Screenshot of not working "batch=":

Screenshot of working "send() and transfer()":

Kindly suggest further.
@annatisch commented on Mon Mar 11 2019
Hi @sahPraveen - that's very interesting and sounds like a bug...
I will update this issue to reflect that!
Thanks so much for providing these details - I will try to dig deeper.
In the meantime, the transfer() method will hopefully provide the functionality you need.
Seems like a problem with uamqp.message.BatchMessage:
def _create_batch_message(self):
"""Create a ~uamqp.message.Message for a value supplied by the data
generator. Applies all properties and annotations to the message.

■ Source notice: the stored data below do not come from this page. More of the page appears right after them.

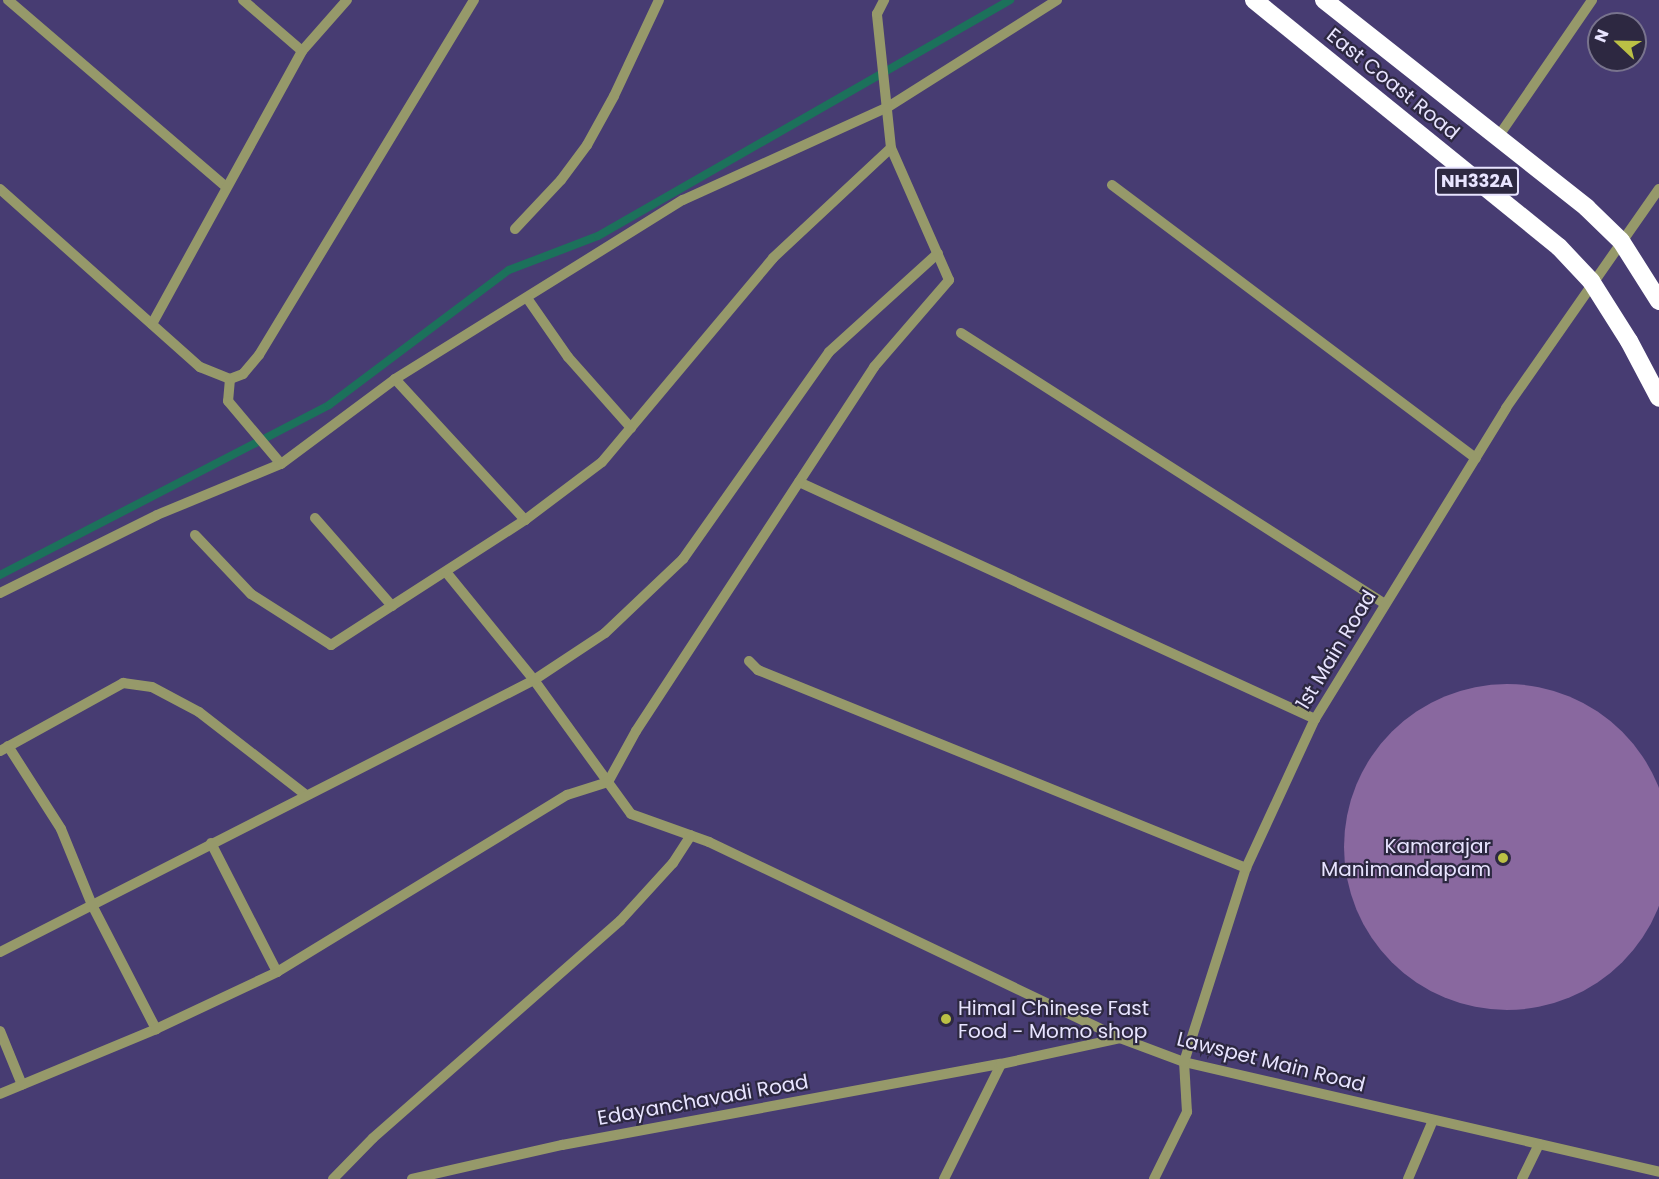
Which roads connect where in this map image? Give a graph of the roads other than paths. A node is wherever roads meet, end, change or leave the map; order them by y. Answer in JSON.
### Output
{"nodes":[{"id":1,"x":8,"y":0,"type":"edge"},
{"id":2,"x":243,"y":0,"type":"edge"},
{"id":3,"x":347,"y":0,"type":"edge"},
{"id":4,"x":474,"y":0,"type":"edge"},
{"id":5,"x":659,"y":0,"type":"edge"},
{"id":6,"x":884,"y":0,"type":"edge"},
{"id":7,"x":1057,"y":0,"type":"edge"},
{"id":8,"x":1254,"y":0,"type":"edge"},
{"id":9,"x":1324,"y":0,"type":"edge"},
{"id":10,"x":1592,"y":0,"type":"edge"},
{"id":11,"x":302,"y":51,"type":"junction"},
{"id":12,"x":888,"y":107,"type":"junction"},
{"id":13,"x":1498,"y":137,"type":"junction"},
{"id":14,"x":891,"y":148,"type":"junction"},
{"id":15,"x":1112,"y":185,"type":"dead end"},
{"id":16,"x":226,"y":187,"type":"junction"},
{"id":17,"x":0,"y":189,"type":"edge"},
{"id":18,"x":1659,"y":189,"type":"edge"},
{"id":19,"x":515,"y":229,"type":"dead end"},
{"id":20,"x":1621,"y":241,"type":"junction"},
{"id":21,"x":938,"y":253,"type":"junction"},
{"id":22,"x":1591,"y":281,"type":"junction"},
{"id":23,"x":527,"y":298,"type":"junction"},
{"id":24,"x":1659,"y":302,"type":"edge"},
{"id":25,"x":152,"y":324,"type":"junction"},
{"id":26,"x":960,"y":333,"type":"dead end"},
{"id":27,"x":230,"y":379,"type":"junction"},
{"id":28,"x":395,"y":379,"type":"junction"},
{"id":29,"x":1659,"y":398,"type":"edge"},
{"id":30,"x":631,"y":428,"type":"junction"},
{"id":31,"x":1476,"y":458,"type":"junction"},
{"id":32,"x":281,"y":464,"type":"junction"},
{"id":33,"x":799,"y":482,"type":"junction"},
{"id":34,"x":315,"y":518,"type":"dead end"},
{"id":35,"x":525,"y":520,"type":"junction"},
{"id":36,"x":195,"y":536,"type":"dead end"},
{"id":37,"x":446,"y":572,"type":"junction"},
{"id":38,"x":0,"y":593,"type":"edge"},
{"id":39,"x":1385,"y":604,"type":"junction"},
{"id":40,"x":393,"y":606,"type":"junction"},
{"id":41,"x":749,"y":661,"type":"dead end"},
{"id":42,"x":534,"y":680,"type":"junction"},
{"id":43,"x":1315,"y":719,"type":"junction"},
{"id":44,"x":4,"y":748,"type":"edge"},
{"id":45,"x":608,"y":782,"type":"junction"},
{"id":46,"x":306,"y":795,"type":"junction"},
{"id":47,"x":691,"y":835,"type":"junction"},
{"id":48,"x":211,"y":843,"type":"junction"},
{"id":49,"x":1246,"y":868,"type":"junction"},
{"id":50,"x":92,"y":905,"type":"junction"},
{"id":51,"x":0,"y":952,"type":"edge"},
{"id":52,"x":277,"y":972,"type":"junction"},
{"id":53,"x":156,"y":1029,"type":"junction"},
{"id":54,"x":0,"y":1031,"type":"edge"},
{"id":55,"x":1120,"y":1038,"type":"junction"},
{"id":56,"x":1184,"y":1062,"type":"junction"},
{"id":57,"x":1001,"y":1064,"type":"junction"},
{"id":58,"x":22,"y":1085,"type":"junction"},
{"id":59,"x":0,"y":1094,"type":"edge"},
{"id":60,"x":1433,"y":1120,"type":"junction"},
{"id":61,"x":1539,"y":1144,"type":"junction"},
{"id":62,"x":1659,"y":1172,"type":"edge"},
{"id":63,"x":333,"y":1179,"type":"edge"},
{"id":64,"x":412,"y":1179,"type":"edge"},
{"id":65,"x":944,"y":1179,"type":"edge"},
{"id":66,"x":1154,"y":1179,"type":"edge"},
{"id":67,"x":1408,"y":1179,"type":"edge"},
{"id":68,"x":1522,"y":1179,"type":"edge"}],
"edges":[{"from":1,"to":16,"type":"street"},
{"from":2,"to":11,"type":"street"},
{"from":3,"to":11,"type":"street"},
{"from":4,"to":27,"type":"street"},
{"from":5,"to":19,"type":"street"},
{"from":6,"to":12,"type":"street"},
{"from":7,"to":12,"type":"street"},
{"from":8,"to":22,"type":"highway","name":"East Coast Road","number":"NH332A"},
{"from":9,"to":13,"type":"highway","name":"East Coast Road","number":"NH332A"},
{"from":10,"to":13,"type":"street"},
{"from":11,"to":16,"type":"street"},
{"from":12,"to":14,"type":"street"},
{"from":12,"to":23,"type":"street"},
{"from":13,"to":20,"type":"highway","name":"East Coast Road","number":"NH332A"},
{"from":14,"to":21,"type":"street"},
{"from":14,"to":30,"type":"street"},
{"from":15,"to":31,"type":"street"},
{"from":16,"to":25,"type":"street"},
{"from":17,"to":25,"type":"street"},
{"from":18,"to":20,"type":"street","name":"1st Main Road"},
{"from":20,"to":22,"type":"street","name":"1st Main Road"},
{"from":20,"to":24,"type":"highway","name":"East Coast Road","number":"NH332A"},
{"from":21,"to":33,"type":"street"},
{"from":21,"to":42,"type":"street"},
{"from":22,"to":29,"type":"highway","name":"East Coast Road","number":"NH332A"},
{"from":22,"to":31,"type":"street","name":"1st Main Road"},
{"from":23,"to":28,"type":"street"},
{"from":23,"to":30,"type":"street"},
{"from":25,"to":27,"type":"street"},
{"from":26,"to":39,"type":"street"},
{"from":27,"to":32,"type":"street"},
{"from":28,"to":32,"type":"street"},
{"from":28,"to":35,"type":"street"},
{"from":30,"to":35,"type":"street"},
{"from":31,"to":39,"type":"street","name":"1st Main Road"},
{"from":32,"to":38,"type":"street"},
{"from":33,"to":43,"type":"street"},
{"from":33,"to":45,"type":"street"},
{"from":34,"to":40,"type":"street"},
{"from":35,"to":37,"type":"street"},
{"from":36,"to":40,"type":"street"},
{"from":37,"to":40,"type":"street"},
{"from":37,"to":42,"type":"street","name":"Lawspet Main Road"},
{"from":39,"to":43,"type":"street","name":"1st Main Road"},
{"from":41,"to":49,"type":"street"},
{"from":42,"to":45,"type":"street","name":"Lawspet Main Road"},
{"from":42,"to":46,"type":"street"},
{"from":43,"to":49,"type":"street","name":"1st Main Road"},
{"from":44,"to":46,"type":"street"},
{"from":44,"to":50,"type":"street"},
{"from":45,"to":47,"type":"street","name":"Lawspet Main Road"},
{"from":45,"to":52,"type":"street"},
{"from":46,"to":48,"type":"street"},
{"from":47,"to":55,"type":"street","name":"Lawspet Main Road"},
{"from":47,"to":63,"type":"street"},
{"from":48,"to":50,"type":"street"},
{"from":48,"to":52,"type":"street"},
{"from":49,"to":56,"type":"street","name":"1st Main Road"},
{"from":50,"to":51,"type":"street"},
{"from":50,"to":53,"type":"street"},
{"from":52,"to":53,"type":"street"},
{"from":53,"to":58,"type":"street"},
{"from":54,"to":58,"type":"street"},
{"from":55,"to":56,"type":"street","name":"Lawspet Main Road"},
{"from":55,"to":57,"type":"street"},
{"from":56,"to":60,"type":"street","name":"Lawspet Main Road"},
{"from":56,"to":66,"type":"street","name":"1st Main Road"},
{"from":57,"to":64,"type":"street","name":"Edayanchavadi Road"},
{"from":57,"to":65,"type":"street"},
{"from":58,"to":59,"type":"street"},
{"from":60,"to":61,"type":"street","name":"Lawspet Main Road"},
{"from":60,"to":67,"type":"street"},
{"from":61,"to":62,"type":"street","name":"Lawspet Main Road"},
{"from":61,"to":68,"type":"street"}]}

:rtype: ~uamqp.message.Message
"""
return Message(body=[],
properties=self.properties,
annotations=self.annotations,
msg_format=self.batch_format,
header=self.header,
encoding=self._encoding)
as you can see the application properties are not being passed down from a batch message to a message being created from a batch input. Not sure how we go about this?
@sahPraveen
This turns out to be a bug in the uamqp library and we've fixed it in uamqp 1.2: https://github.com/Azure/azure-uamqp-python/pull/62.
Please try updating to the latest uamqp library.
Hi @sahPraveen,
I'm closing this issue, feel free to reopen this if the problem still exists.
Most helpful comment
@sahPraveen
This turns out to be a bug in the uamqp library and we've fixed it in uamqp 1.2: https://github.com/Azure/azure-uamqp-python/pull/62.
Please try updating to the latest uamqp library.